O descredenciamento do serviço de Oncologia do Hospital Dr. Beda junto ao Governo do Estado do Rio de Janeiro gerou preocupação entre autoridades de saúde, pacientes e municípios do Norte Fluminense. Referência no tratamento do câncer pelo Sistema Único de Saúde (SUS), a unidade atende cerca de 18 mil pacientes, incluindo moradores de São João da Barra, São Francisco de Itabapoana e outras cidades da região que dependem da estrutura instalada em Campos dos Goytacazes.
O principal receio é que a mudança provoque prejuízos à continuidade dos tratamentos oncológicos, considerados fundamentais e, em muitos casos, decisivos para a sobrevivência dos pacientes.
Luciana Eccard, diretora do Instituto Nélia Almeida, entidade que presta apoio a pacientes com câncer e seus familiares, afirma que os reflexos da situação já começam a ser sentidos por quem precisa de atendimento. “Nós estamos acompanhando diariamente relatos de pacientes que encontram dificuldades para iniciar ou dar continuidade ao tratamento, e isso gera muita angústia. Quando falamos de câncer, cada dia faz diferença. O paciente oncológico não pode esperar, porque o tempo é determinante para o sucesso do tratamento. É fundamental que haja diálogo e união de esforços entre os entes públicos para garantir a continuidade da assistência.”
Até o momento, o Governo do Estado não se manifestou oficialmente sobre o descredenciamento, apesar de ser o responsável pela oferta do tratamento oncológico.
Para minimizar os impactos da mudança, a Prefeitura de Campos informou que colocou em funcionamento um plano de contingência voltado à manutenção da assistência aos pacientes. Entre as medidas adotadas está a redistribuição gradual dos pacientes regulados para outras unidades contratualizadas do município, como o Hospital Escola Álvaro Alvim e a Santa Casa de Misericórdia de Campos.
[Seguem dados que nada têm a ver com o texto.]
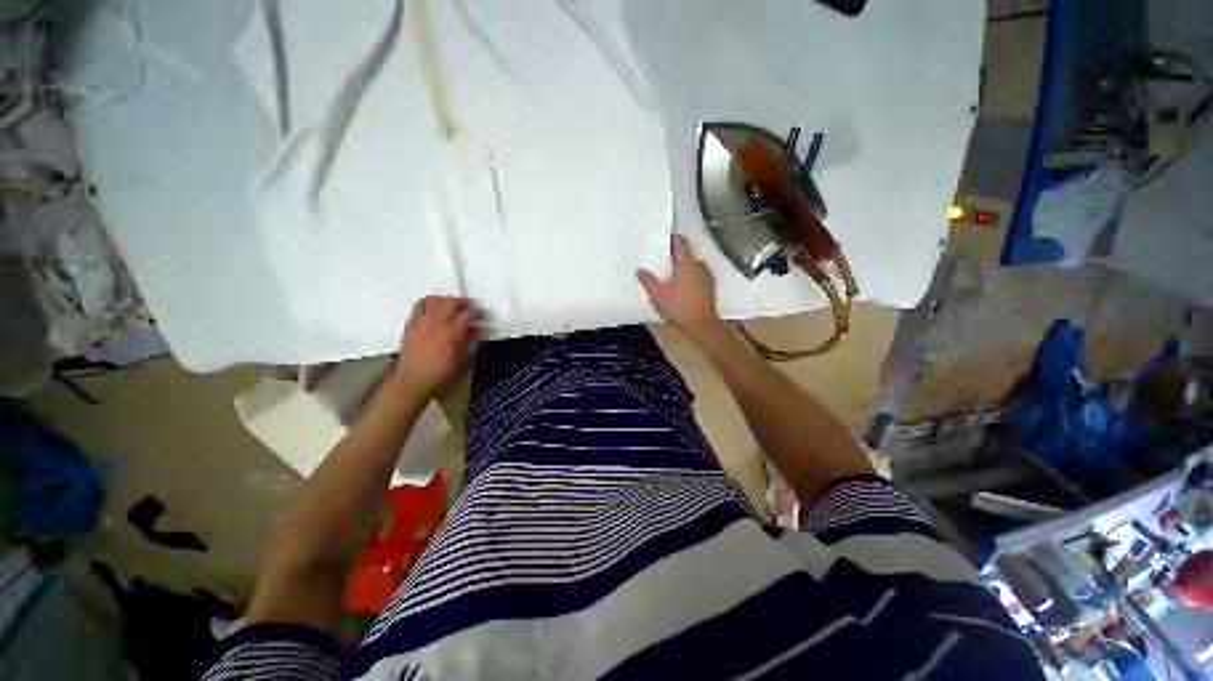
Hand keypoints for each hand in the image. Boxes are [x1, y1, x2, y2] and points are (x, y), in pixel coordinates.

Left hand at [395, 296, 482, 395]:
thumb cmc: (442, 373)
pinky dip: (429, 302)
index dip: (478, 312)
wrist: (413, 380)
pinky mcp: (411, 323)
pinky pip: (419, 305)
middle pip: (451, 302)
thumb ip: (471, 341)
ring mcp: (421, 321)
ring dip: (446, 300)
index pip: (468, 314)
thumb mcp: (463, 360)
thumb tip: (479, 330)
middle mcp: (436, 323)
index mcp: (452, 334)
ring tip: (452, 306)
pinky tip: (434, 307)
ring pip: (435, 300)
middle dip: (463, 303)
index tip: (482, 315)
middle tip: (469, 309)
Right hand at [636, 235, 721, 338]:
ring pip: (694, 266)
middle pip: (687, 254)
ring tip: (674, 275)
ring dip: (685, 267)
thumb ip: (647, 280)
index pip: (679, 243)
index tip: (664, 239)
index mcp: (686, 263)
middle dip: (676, 256)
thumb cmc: (678, 307)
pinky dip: (692, 278)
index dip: (671, 239)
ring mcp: (707, 277)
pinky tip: (684, 288)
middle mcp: (699, 266)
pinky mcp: (710, 289)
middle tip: (664, 260)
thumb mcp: (657, 294)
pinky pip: (699, 277)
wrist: (701, 325)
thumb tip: (640, 271)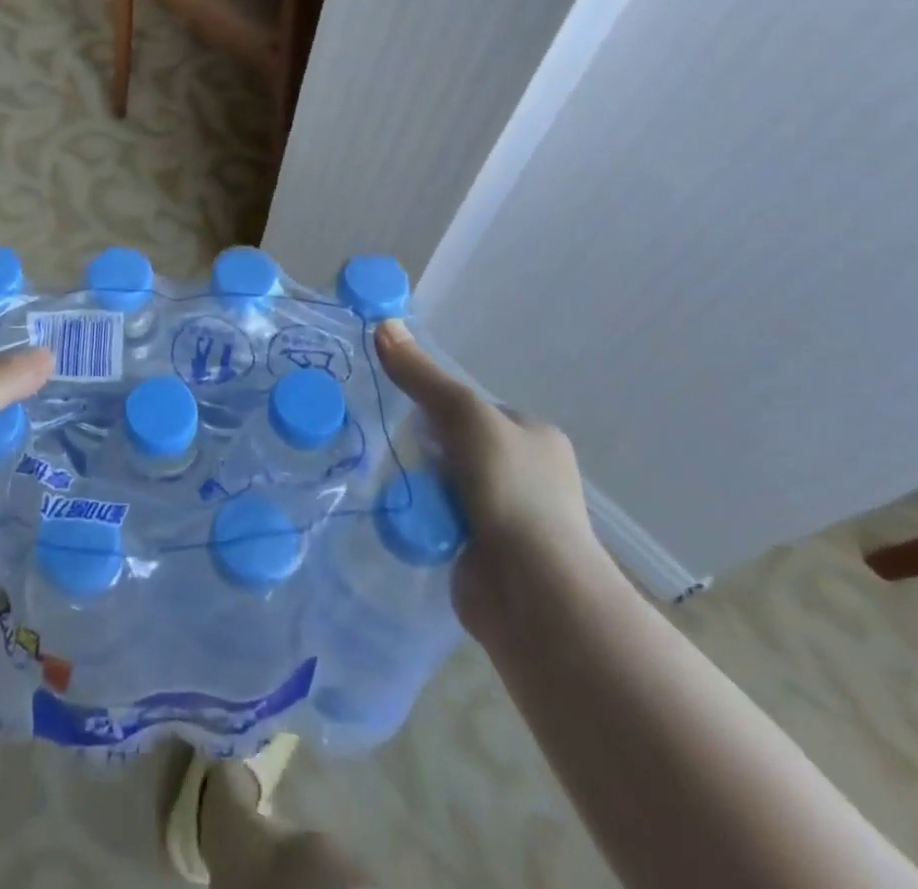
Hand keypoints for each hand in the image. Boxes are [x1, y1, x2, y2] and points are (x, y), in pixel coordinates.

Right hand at [375, 320, 611, 639]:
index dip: (436, 407)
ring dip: (420, 485)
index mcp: (534, 436)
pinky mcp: (486, 554)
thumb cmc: (510, 490)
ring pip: (446, 485)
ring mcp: (509, 517)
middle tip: (391, 449)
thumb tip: (383, 324)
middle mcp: (527, 474)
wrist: (533, 593)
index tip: (405, 414)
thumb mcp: (464, 416)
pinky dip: (422, 519)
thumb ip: (422, 376)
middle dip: (425, 450)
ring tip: (390, 483)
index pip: (473, 408)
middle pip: (456, 446)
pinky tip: (401, 517)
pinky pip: (442, 521)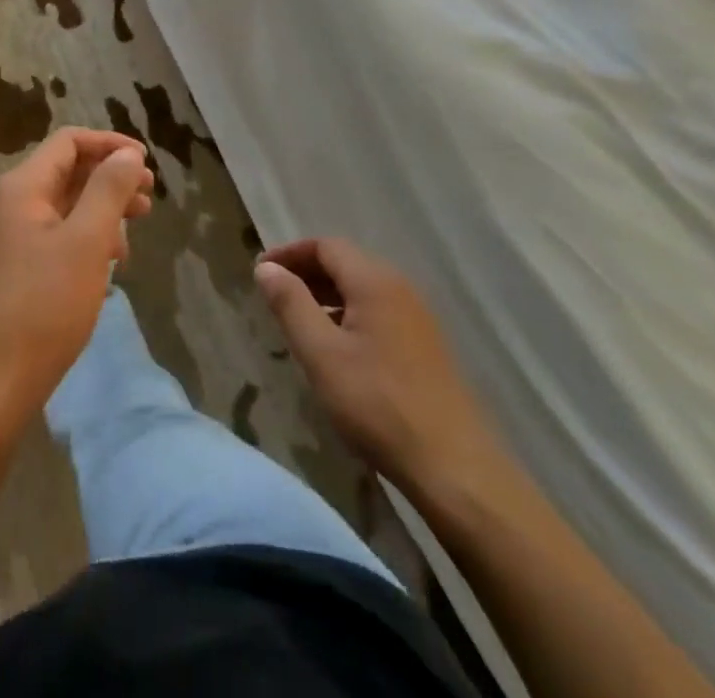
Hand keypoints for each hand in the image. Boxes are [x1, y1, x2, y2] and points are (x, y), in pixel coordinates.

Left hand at [0, 128, 153, 416]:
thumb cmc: (43, 306)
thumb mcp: (86, 242)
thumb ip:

Ao mesmo tempo, equipes técnicas atuam na transferência dos prontuários e dos históricos médicos para assegurar a continuidade das consultas, sessões de quimioterapia, radioterapia e da administração de medicamentos, evitando atrasos no atendimento.
Segundo a Prefeitura, a decisão de interromper a prestação do serviço foi tomada exclusivamente pelo Hospital Dr. Beda, que protocolou o pedido de descredenciamento junto à Secretaria Municipal de Saúde há mais de três meses. A instituição alegou dificuldades para acessar determinados mecanismos de financiamento público devido à sua natureza privada e à falta de certificação filantrópica, além de questões relacionadas ao imóvel onde funciona atualmente o setor de Oncologia.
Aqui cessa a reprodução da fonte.